*Required work*. Go through the data below and return each line containing the word "STADION".

*Records provided*.
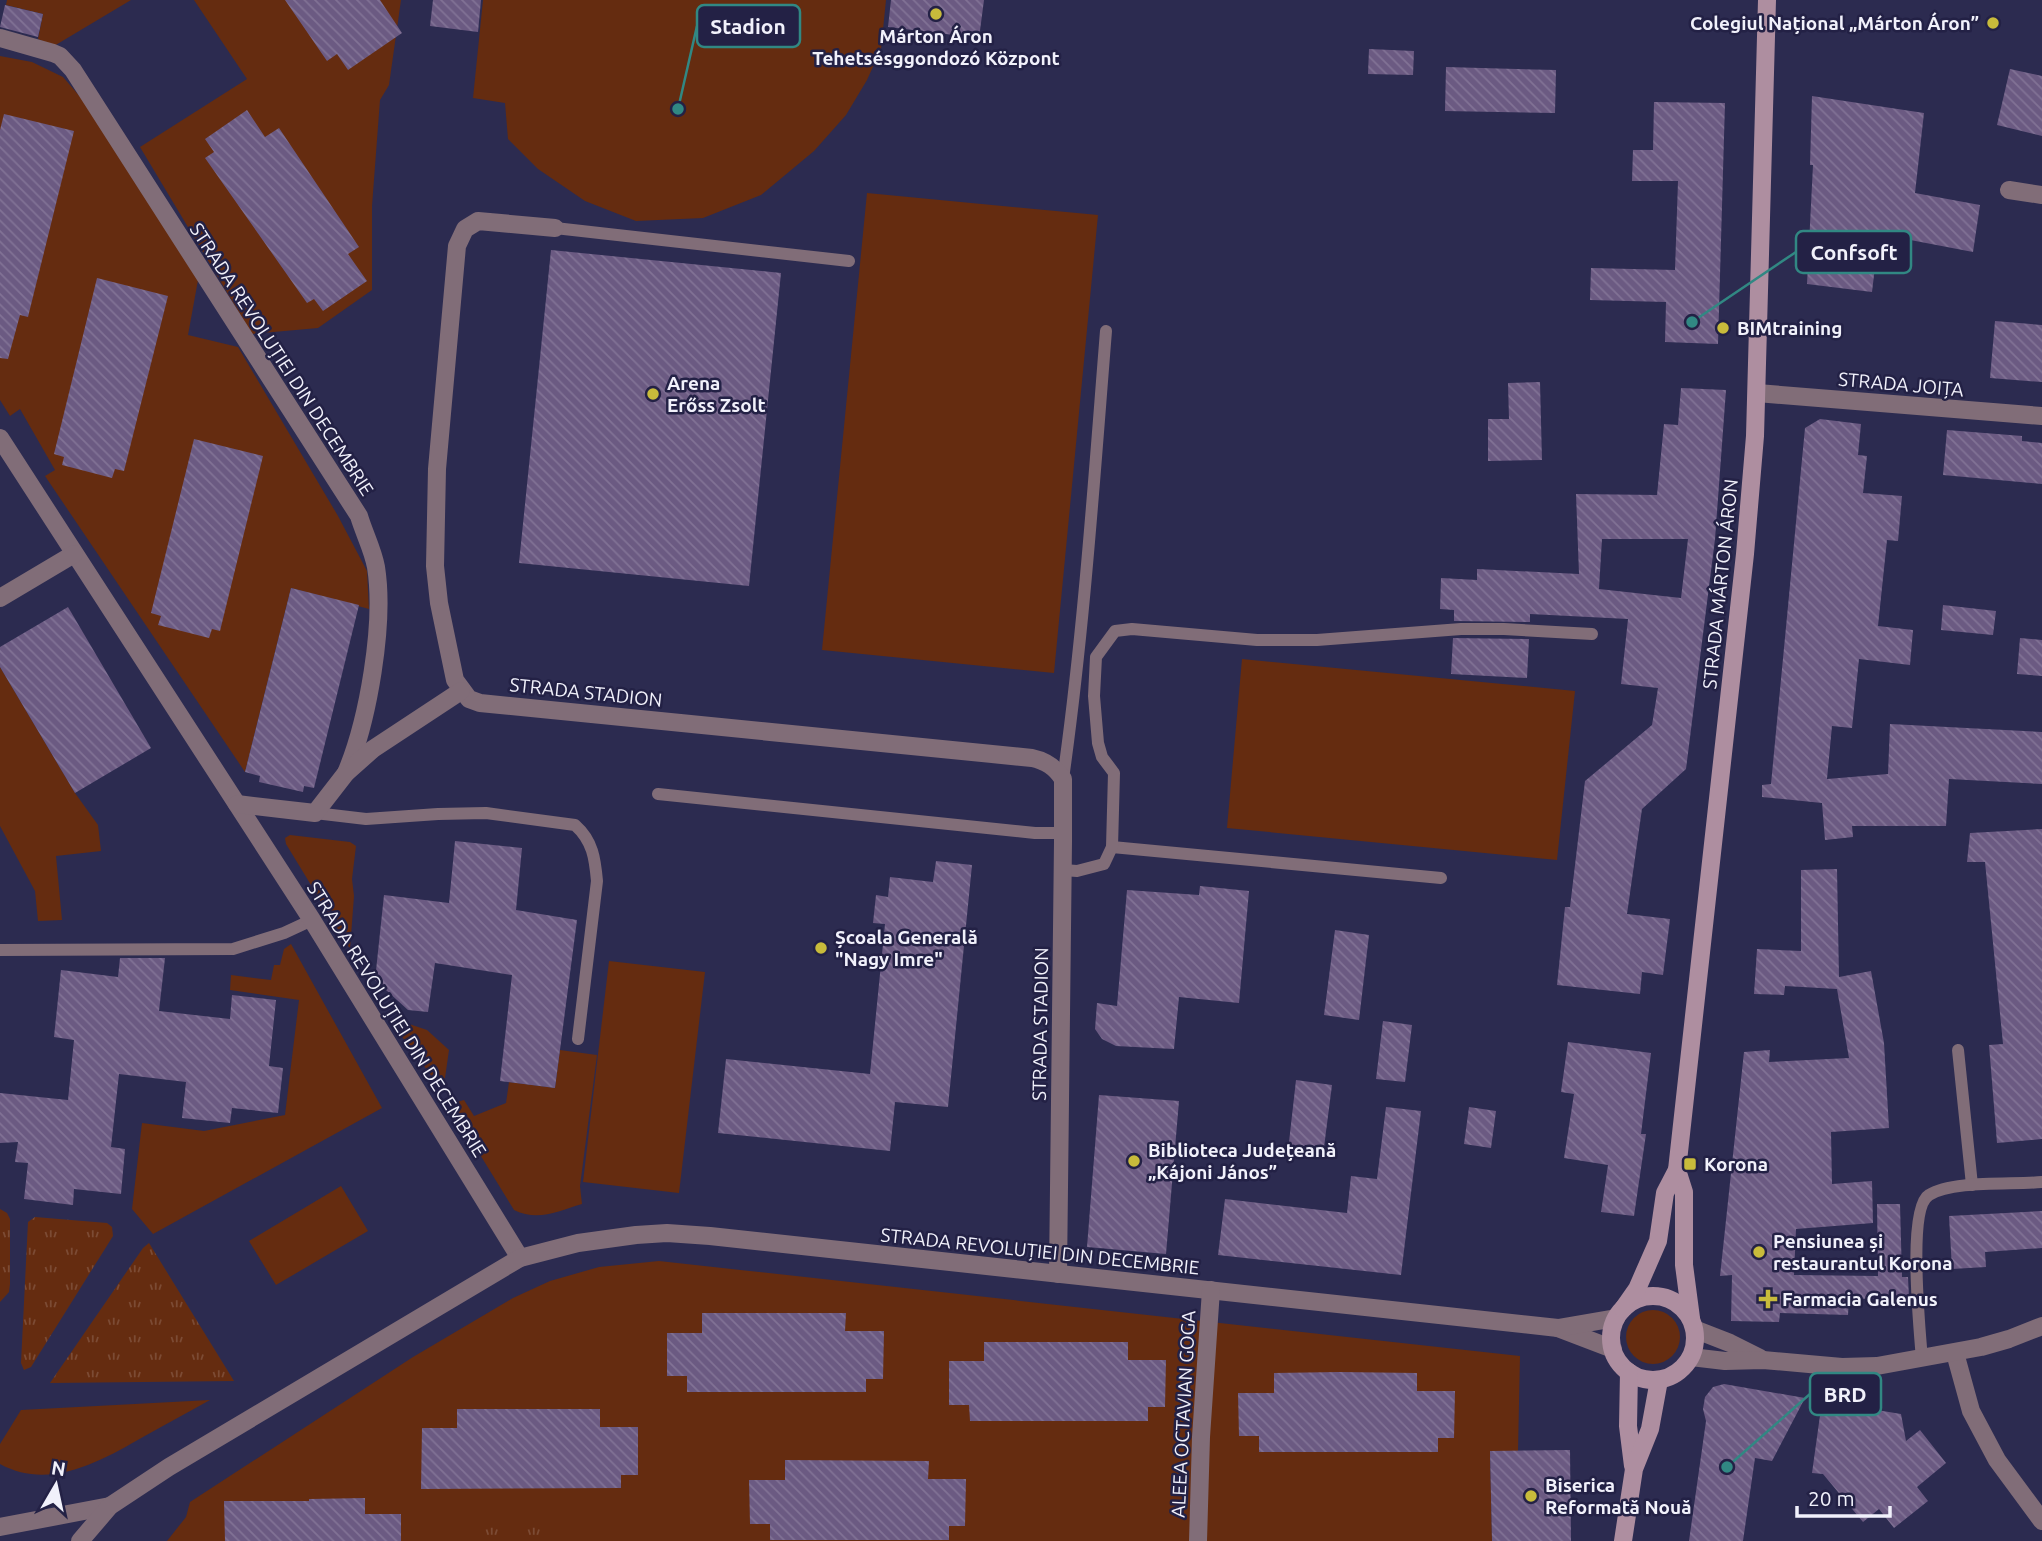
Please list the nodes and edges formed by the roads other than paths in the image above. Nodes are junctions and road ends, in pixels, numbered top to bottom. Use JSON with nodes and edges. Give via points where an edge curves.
{"nodes":[{"id":1,"x":1767,"y":0,"type":"edge"},
{"id":2,"x":0,"y":38,"type":"edge"},
{"id":3,"x":2009,"y":190,"type":"dead end"},
{"id":4,"x":2042,"y":195,"type":"edge"},
{"id":5,"x":555,"y":228,"type":"joint"},
{"id":6,"x":849,"y":261,"type":"dead end"},
{"id":7,"x":1106,"y":331,"type":"dead end"},
{"id":8,"x":1757,"y":393,"type":"junction"},
{"id":9,"x":2042,"y":416,"type":"edge"},
{"id":10,"x":0,"y":438,"type":"edge"},
{"id":11,"x":74,"y":554,"type":"junction"},
{"id":12,"x":0,"y":598,"type":"edge"},
{"id":13,"x":1592,"y":634,"type":"dead end"},
{"id":14,"x":461,"y":691,"type":"junction"},
{"id":15,"x":346,"y":773,"type":"junction"},
{"id":16,"x":1063,"y":779,"type":"junction"},
{"id":17,"x":657,"y":794,"type":"dead end"},
{"id":18,"x":237,"y":804,"type":"junction"},
{"id":19,"x":315,"y":813,"type":"junction"},
{"id":20,"x":1063,"y":833,"type":"junction"},
{"id":21,"x":1112,"y":847,"type":"junction"},
{"id":22,"x":1063,"y":870,"type":"junction"},
{"id":23,"x":1441,"y":878,"type":"dead end"},
{"id":24,"x":312,"y":919,"type":"junction"},
{"id":25,"x":0,"y":950,"type":"edge"},
{"id":26,"x":578,"y":1039,"type":"dead end"},
{"id":27,"x":1958,"y":1050,"type":"dead end"},
{"id":28,"x":1677,"y":1170,"type":"junction"},
{"id":29,"x":2042,"y":1182,"type":"edge"},
{"id":30,"x":1972,"y":1185,"type":"junction"},
{"id":31,"x":520,"y":1258,"type":"junction"},
{"id":32,"x":1058,"y":1274,"type":"junction"},
{"id":33,"x":1211,"y":1290,"type":"junction"},
{"id":34,"x":1620,"y":1314,"type":"junction"},
{"id":35,"x":1693,"y":1324,"type":"junction"},
{"id":36,"x":2042,"y":1326,"type":"edge"},
{"id":37,"x":1558,"y":1328,"type":"junction"},
{"id":38,"x":1613,"y":1349,"type":"junction"},
{"id":39,"x":1955,"y":1353,"type":"junction"},
{"id":40,"x":1691,"y":1357,"type":"junction"},
{"id":41,"x":1763,"y":1360,"type":"junction"},
{"id":42,"x":1922,"y":1360,"type":"junction"},
{"id":43,"x":1629,"y":1372,"type":"junction"},
{"id":44,"x":1659,"y":1380,"type":"junction"},
{"id":45,"x":1634,"y":1469,"type":"junction"},
{"id":46,"x":110,"y":1506,"type":"junction"},
{"id":47,"x":2042,"y":1521,"type":"edge"},
{"id":48,"x":0,"y":1527,"type":"edge"},
{"id":49,"x":80,"y":1541,"type":"edge"},
{"id":50,"x":1198,"y":1541,"type":"edge"},
{"id":51,"x":1623,"y":1541,"type":"edge"}],
"edges":[{"from":1,"to":8,"type":"main road","name":"STRADA MÁRTON ÁRON"},
{"from":2,"to":15,"type":"street","name":"STRADA REVOLUȚIEI DIN DECEMBRIE","via":[[53,52],[73,69],[359,516],[376,567],[378,600],[366,706]]},
{"from":3,"to":4,"type":"street"},
{"from":5,"to":6,"type":"lane"},
{"from":5,"to":14,"type":"street","via":[[478,221],[465,229],[457,246],[434,530],[439,603]]},
{"from":7,"to":16,"type":"lane","via":[[1085,589]]},
{"from":8,"to":9,"type":"street","name":"STRADA JOIȚA"},
{"from":8,"to":28,"type":"main road","name":"STRADA MÁRTON ÁRON","via":[[1745,554]]},
{"from":10,"to":11,"type":"street","name":"STRADA REVOLUȚIEI DIN DECEMBRIE"},
{"from":11,"to":12,"type":"street"},
{"from":11,"to":18,"type":"street","name":"STRADA REVOLUȚIEI DIN DECEMBRIE"},
{"from":13,"to":21,"type":"lane","via":[[1483,629],[1257,640],[1115,631],[1096,657],[1094,696],[1098,743],[1114,773]]},
{"from":14,"to":15,"type":"street","via":[[373,749]]},
{"from":14,"to":16,"type":"street","name":"STRADA STADION","via":[[480,703],[1032,758],[1050,764]]},
{"from":15,"to":19,"type":"street"},
{"from":16,"to":20,"type":"street","name":"STRADA STADION"},
{"from":17,"to":20,"type":"lane"},
{"from":18,"to":19,"type":"street"},
{"from":18,"to":24,"type":"street","name":"STRADA REVOLUȚIEI DIN DECEMBRIE"},
{"from":19,"to":26,"type":"lane","via":[[366,819],[486,813],[575,825],[594,856],[597,881]]},
{"from":20,"to":22,"type":"street","name":"STRADA STADION"},
{"from":21,"to":22,"type":"lane","via":[[1104,864]]},
{"from":21,"to":23,"type":"lane"},
{"from":22,"to":32,"type":"street","name":"STRADA STADION"},
{"from":24,"to":25,"type":"lane","via":[[233,949]]},
{"from":24,"to":31,"type":"street","name":"STRADA REVOLUȚIEI DIN DECEMBRIE"},
{"from":27,"to":30,"type":"lane"},
{"from":28,"to":34,"type":"main road","name":"STRADA MÁRTON ÁRON","via":[[1665,1193],[1658,1241],[1637,1289]]},
{"from":28,"to":35,"type":"main road","name":"STRADA MÁRTON ÁRON","via":[[1684,1192],[1684,1265]]},
{"from":29,"to":30,"type":"lane"},
{"from":30,"to":42,"type":"lane","via":[[1929,1194],[1922,1201],[1916,1233]]},
{"from":31,"to":32,"type":"street","name":"STRADA REVOLUȚIEI DIN DECEMBRIE","via":[[605,1238],[667,1234]]},
{"from":31,"to":46,"type":"street","name":"STRADA REVOLUȚIEI DIN DECEMBRIE"},
{"from":32,"to":33,"type":"street","name":"STRADA REVOLUȚIEI DIN DECEMBRIE"},
{"from":33,"to":37,"type":"street","name":"STRADA REVOLUȚIEI DIN DECEMBRIE"},
{"from":33,"to":50,"type":"street","name":"ALEEA OCTAVIAN GOGA"},
{"from":34,"to":35,"type":"main road","via":[[1640,1298],[1663,1298],[1674,1302]]},
{"from":34,"to":37,"type":"street","name":"STRADA REVOLUȚIEI DIN DECEMBRIE"},
{"from":34,"to":38,"type":"main road","via":[[1611,1338]]},
{"from":35,"to":40,"type":"main road"},
{"from":35,"to":41,"type":"street"},
{"from":36,"to":39,"type":"street"},
{"from":37,"to":38,"type":"street","name":"STRADA REVOLUȚIEI DIN DECEMBRIE"},
{"from":38,"to":43,"type":"main road"},
{"from":39,"to":42,"type":"street"},
{"from":39,"to":47,"type":"street","via":[[1971,1412],[1997,1460]]},
{"from":40,"to":41,"type":"street"},
{"from":40,"to":44,"type":"main road","via":[[1672,1376]]},
{"from":41,"to":42,"type":"street","via":[[1842,1367]]},
{"from":43,"to":44,"type":"main road"},
{"from":43,"to":45,"type":"main road","via":[[1628,1426]]},
{"from":44,"to":45,"type":"main road","via":[[1650,1429]]},
{"from":45,"to":51,"type":"main road"},
{"from":46,"to":48,"type":"street","name":"STRADA REVOLUȚIEI DIN DECEMBRIE"},
{"from":46,"to":49,"type":"street","name":"STRADA REVOLUȚIEI DIN DECEMBRIE"}]}
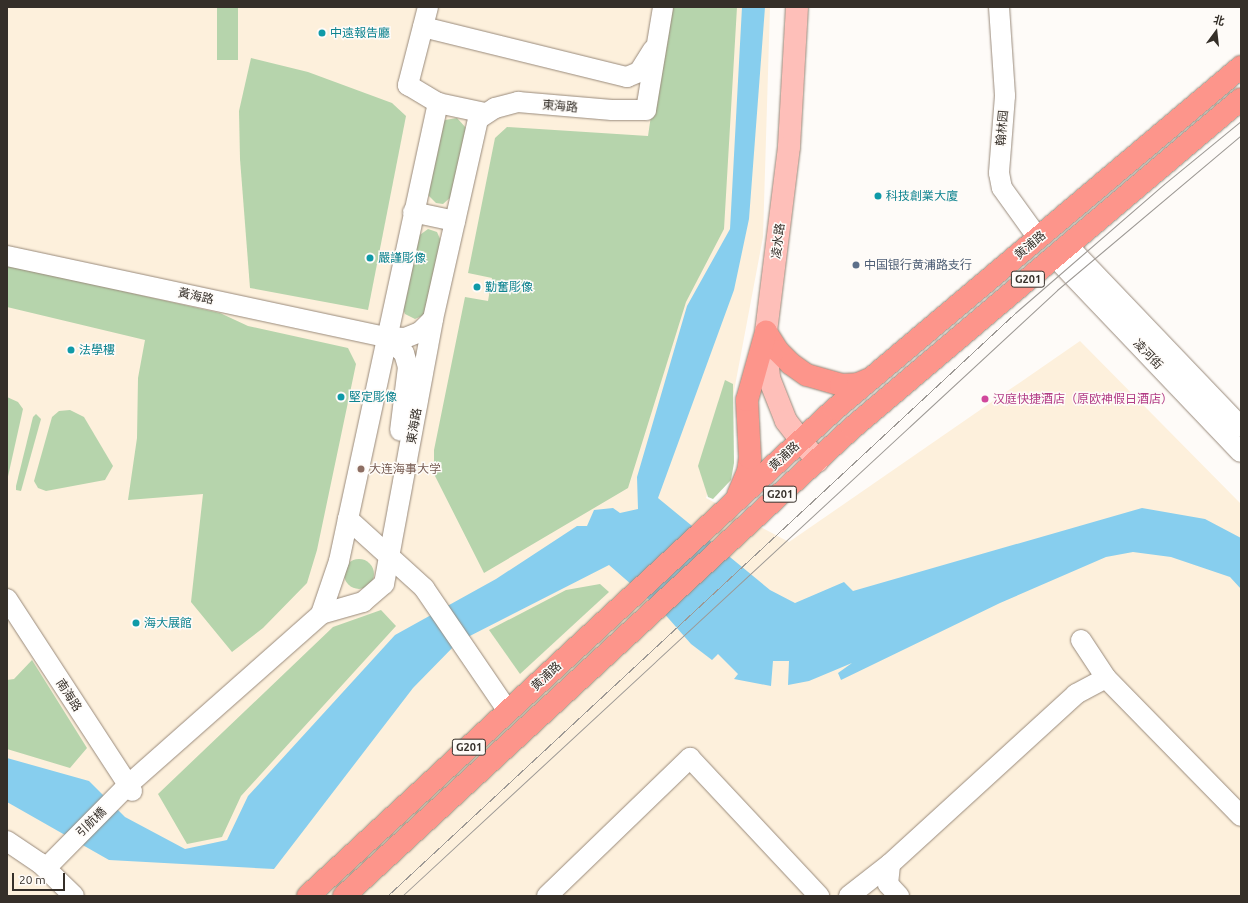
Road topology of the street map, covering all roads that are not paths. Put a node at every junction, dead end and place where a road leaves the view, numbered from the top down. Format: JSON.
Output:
{"nodes":[{"id":1,"x":428,"y":7,"type":"edge"},
{"id":2,"x":663,"y":7,"type":"edge"},
{"id":3,"x":797,"y":7,"type":"edge"},
{"id":4,"x":999,"y":7,"type":"edge"},
{"id":5,"x":423,"y":27,"type":"junction"},
{"id":6,"x":658,"y":37,"type":"junction"},
{"id":7,"x":1241,"y":66,"type":"edge"},
{"id":8,"x":1241,"y":99,"type":"edge"},
{"id":9,"x":438,"y":102,"type":"junction"},
{"id":10,"x":485,"y":113,"type":"junction"},
{"id":11,"x":413,"y":212,"type":"junction"},
{"id":12,"x":455,"y":221,"type":"junction"},
{"id":13,"x":1038,"y":238,"type":"junction"},
{"id":14,"x":1061,"y":251,"type":"junction"},
{"id":15,"x":7,"y":256,"type":"edge"},
{"id":16,"x":433,"y":319,"type":"junction"},
{"id":17,"x":766,"y":332,"type":"junction"},
{"id":18,"x":386,"y":337,"type":"junction"},
{"id":19,"x":873,"y":377,"type":"junction"},
{"id":20,"x":1241,"y":427,"type":"edge"},
{"id":21,"x":800,"y":442,"type":"junction"},
{"id":22,"x":1241,"y":452,"type":"edge"},
{"id":23,"x":817,"y":460,"type":"junction"},
{"id":24,"x":407,"y":468,"type":"junction"},
{"id":25,"x":729,"y":507,"type":"junction"},
{"id":26,"x":348,"y":519,"type":"junction"},
{"id":27,"x":389,"y":554,"type":"junction"},
{"id":28,"x":7,"y":599,"type":"edge"},
{"id":29,"x":321,"y":614,"type":"junction"},
{"id":30,"x":1081,"y":640,"type":"dead end"},
{"id":31,"x":1106,"y":678,"type":"junction"},
{"id":32,"x":508,"y":711,"type":"junction"},
{"id":33,"x":125,"y":792,"type":"junction"},
{"id":34,"x":1241,"y":816,"type":"edge"},
{"id":35,"x":7,"y":841,"type":"edge"},
{"id":36,"x":890,"y":864,"type":"junction"},
{"id":37,"x":46,"y":868,"type":"junction"},
{"id":38,"x":74,"y":896,"type":"edge"},
{"id":39,"x":308,"y":896,"type":"edge"},
{"id":40,"x":344,"y":896,"type":"edge"},
{"id":41,"x":547,"y":896,"type":"edge"},
{"id":42,"x":820,"y":896,"type":"edge"},
{"id":43,"x":849,"y":896,"type":"edge"},
{"id":44,"x":899,"y":896,"type":"edge"}],
"edges":[{"from":1,"to":5,"type":"street"},
{"from":2,"to":6,"type":"street","name":"東海路"},
{"from":3,"to":17,"type":"main road","name":"凌水路"},
{"from":4,"to":13,"type":"street","name":"翰林园"},
{"from":5,"to":6,"type":"street"},
{"from":5,"to":9,"type":"street"},
{"from":6,"to":10,"type":"street","name":"東海路"},
{"from":7,"to":13,"type":"highway","name":"黄浦路","number":"G201"},
{"from":8,"to":14,"type":"highway","name":"黄浦路","number":"G201"},
{"from":9,"to":10,"type":"street"},
{"from":9,"to":11,"type":"street"},
{"from":10,"to":12,"type":"street","name":"東海路"},
{"from":11,"to":12,"type":"street"},
{"from":11,"to":18,"type":"street"},
{"from":12,"to":16,"type":"street","name":"東海路"},
{"from":13,"to":19,"type":"highway","name":"黄浦路","number":"G201"},
{"from":14,"to":20,"type":"street","name":"凌河街"},
{"from":14,"to":22,"type":"street","name":"凌河街"},
{"from":14,"to":23,"type":"highway","name":"黄浦路","number":"G201"},
{"from":15,"to":18,"type":"street","name":"黃海路"},
{"from":16,"to":18,"type":"street","name":"黃海路"},
{"from":16,"to":24,"type":"street","name":"東海路"},
{"from":17,"to":19,"type":"highway"},
{"from":17,"to":21,"type":"main road","name":"凌水路"},
{"from":17,"to":25,"type":"highway"},
{"from":18,"to":24,"type":"street"},
{"from":18,"to":26,"type":"street"},
{"from":19,"to":21,"type":"highway","name":"黄浦路","number":"G201"},
{"from":21,"to":23,"type":"main road","name":"凌水路"},
{"from":21,"to":25,"type":"highway","name":"黄浦路","number":"G201"},
{"from":23,"to":40,"type":"highway","name":"黄浦路","number":"G201"},
{"from":24,"to":27,"type":"street","name":"東海路"},
{"from":25,"to":32,"type":"highway","name":"黄浦路","number":"G201"},
{"from":26,"to":27,"type":"street"},
{"from":26,"to":29,"type":"street"},
{"from":27,"to":29,"type":"street","name":"東海路"},
{"from":27,"to":32,"type":"street"},
{"from":28,"to":33,"type":"street","name":"南海路"},
{"from":29,"to":33,"type":"street","name":"引航橋"},
{"from":30,"to":31,"type":"street"},
{"from":31,"to":34,"type":"street"},
{"from":31,"to":36,"type":"street"},
{"from":32,"to":39,"type":"highway","name":"黄浦路","number":"G201"},
{"from":33,"to":37,"type":"street","name":"引航橋"},
{"from":35,"to":37,"type":"street"},
{"from":36,"to":43,"type":"street"},
{"from":36,"to":44,"type":"street"},
{"from":37,"to":38,"type":"street"},
{"from":41,"to":42,"type":"street"}]}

*Written answer*.
{"from":14,"to":16,"type":"street","name":"STRADA STADION","via":[[480,703],[1032,758],[1050,764]]},
{"from":16,"to":20,"type":"street","name":"STRADA STADION"},
{"from":20,"to":22,"type":"street","name":"STRADA STADION"},
{"from":22,"to":32,"type":"street","name":"STRADA STADION"},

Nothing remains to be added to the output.